I was out of all patience, now. I was desperate.--Money was no longer of any consequence. I said, "Sirrah, I will give you a hundred dollars to jump off this pyramid head first. If you do not like the terms, name your bet. I scorn to stand on expenses now. I will stay right here and risk money on you as long as Dan has got a cent."I was in a fair way to win, now, for it was a dazzling opportunity for an Arab. He pondered a moment, and would have done it, I think, but his mother arrived, then, and interfered. Her tears moved me--I never can look upon the tears of woman with indifference--and I said I would give her a hundred to jump off, too.

But it was a failure. The Arabs are too high-priced in Egypt. They put on airs unbecoming to such savages.

We descended, hot and out of humor. The dragoman lit candles, and we all entered a hole near the base of the pyramid, attended by a crazy rabble of Arabs who thrust their services upon us uninvited. They dragged us up a long inclined chute, and dripped candle-grease all over us. This chute was not more than twice as wide and high as a Saratoga trunk, and was walled, roofed and floored with solid blocks of Egyptian granite as wide as a wardrobe, twice as thick and three times as long. We kept on climbing, through the oppressive gloom, till I thought we ought to be nearing the top of the pyramid again, and then came to the "Queen's Chamber," and shortly to the Chamber of the King. These large apartments were tombs. The walls were built of monstrous masses of smoothed granite, neatly joined together.

Some of them were nearly as large square as an ordinary parlor. A great stone sarcophagus like a bath-tub stood in the centre of the King's Chamber.

Around it were gathered a picturesque group of Arab savages and soiled and tattered pilgrims, who held their candles aloft in the gloom while they chattered, and the winking blurs of light shed a dim glory down upon one of the irrepressible memento-seekers who was pecking at the venerable sarcophagus with his sacrilegious hammer.

We struggled out to the open air and the bright sunshine, and for the space of thirty minutes received ragged Arabs by couples, dozens and platoons, and paid them bucksheesh for services they swore and proved by each other that they had rendered, but which we had not been aware of before--and as each party was paid, they dropped into the rear of the procession and in due time arrived again with a newly-invented delinquent list for liquidation.

We lunched in the shade of the pyramid, and in the midst of this encroaching and unwelcome company, and then Dan and Jack and I started away for a walk.

A howling swarm of beggars followed us--surrounded us--almost headed us off. A sheik, in flowing white bournous and gaudy head-gear, was with them.

He wanted more bucksheesh. But we had adopted a new code--it was millions for defense, but not a cent for bucksheesh. I asked him if he could persuade the others to depart if we paid him. He said yes--for ten francs. We accepted the contract, and said--"Now persuade your vassals to fall back."

He swung his long staff round his head and three Arabs bit the dust.

He capered among the mob like a very maniac. His blows fell like hail, and wherever one fell a subject went down. We had to hurry to the rescue and tell him it was only necessary to damage them a little, he need not kill them.--In two minutes we were alone with the sheik, and remained so.

The persuasive powers of this illiterate savage were remarkable.
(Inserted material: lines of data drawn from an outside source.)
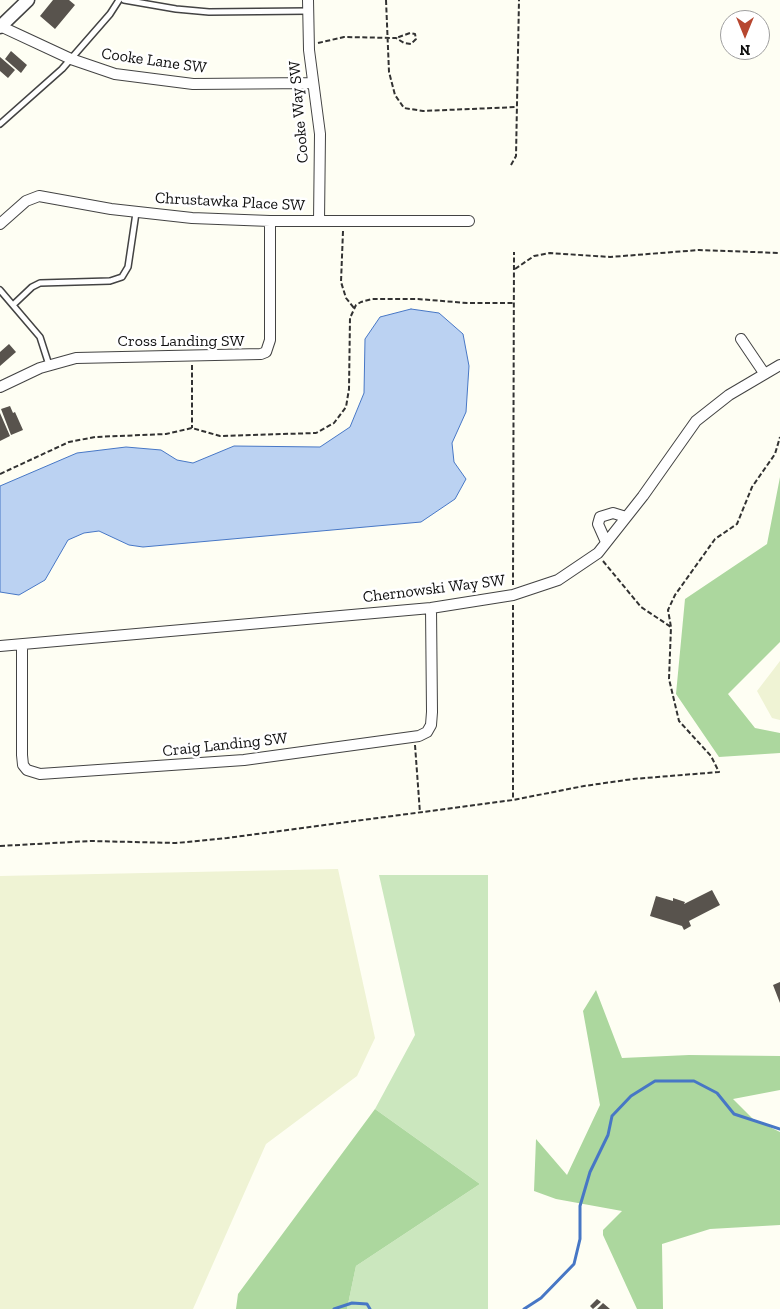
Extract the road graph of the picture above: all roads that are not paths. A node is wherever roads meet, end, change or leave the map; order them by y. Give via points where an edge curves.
1 (28, 0) edge
2 (119, 0) edge
3 (124, 0) edge
4 (308, 0) edge
5 (308, 11) junction
6 (0, 27) edge
7 (71, 59) junction
8 (312, 83) junction
9 (0, 124) edge
10 (136, 212) junction
11 (469, 220) dead end
12 (270, 221) junction
13 (320, 221) junction
14 (0, 224) edge
15 (0, 290) edge
16 (13, 305) junction
17 (741, 339) dead end
18 (49, 365) junction
19 (780, 365) edge
20 (764, 373) junction
21 (0, 387) edge
22 (626, 517) junction
23 (606, 542) junction
24 (431, 608) junction
25 (22, 645) junction
26 (0, 646) edge

1 - 6 street
2 - 7 lane
3 - 5 lane via 210,12
4 - 5 street, Cooke Way SW
5 - 8 street, Cooke Way SW
6 - 7 street, Cooke Lane SW
7 - 8 street, Cooke Lane SW via 115,74 166,82 219,85
7 - 9 lane
8 - 13 street, Cooke Way SW via 320,134
10 - 12 street, Chrustawka Place SW
10 - 14 street, Chrustawka Place SW via 39,196 26,201
10 - 16 lane via 128,267 122,277 110,281 40,283
11 - 13 street, Chrustawka Place SW
12 - 13 street, Chrustawka Place SW
12 - 18 street, Cross Landing SW via 269,346 266,352 256,356 90,356
15 - 16 lane
16 - 18 lane via 40,338
17 - 20 street
18 - 21 street, Cross Landing SW
19 - 20 street, Chernowski Way SW
20 - 22 street, Chernowski Way SW via 696,421
22 - 23 street, Chernowski Way SW
22 - 23 street via 613,513 600,517 598,524
23 - 24 street, Chernowski Way SW via 598,553 558,580 513,595
24 - 25 street, Chernowski Way SW
24 - 25 street, Craig Landing SW via 430,725 427,732 244,760 32,773 23,765 22,755
25 - 26 street, Chernowski Way SW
Each side of the Pyramid of Cheops is about as long as the Capitol at Washington, or the Sultan's new palace on the Bosporus, and is longer than the greatest depth of St. Peter's at Rome--which is to say that each side of Cheops extends seven hundred and some odd feet. It is about seventy-five feet higher than the cross on St. Peter's. The first time I ever went down the Mississippi, I thought the highest bluff on the river between St. Louis and New Orleans--it was near Selma, Missouri--was probably the highest mountain in the world. It is four hundred and thirteen feet high. It still looms in my memory with undiminished grandeur. I can still see the trees and bushes growing smaller and smaller as I followed them up its huge slant with my eye, till they became a feathery fringe on the distant summit.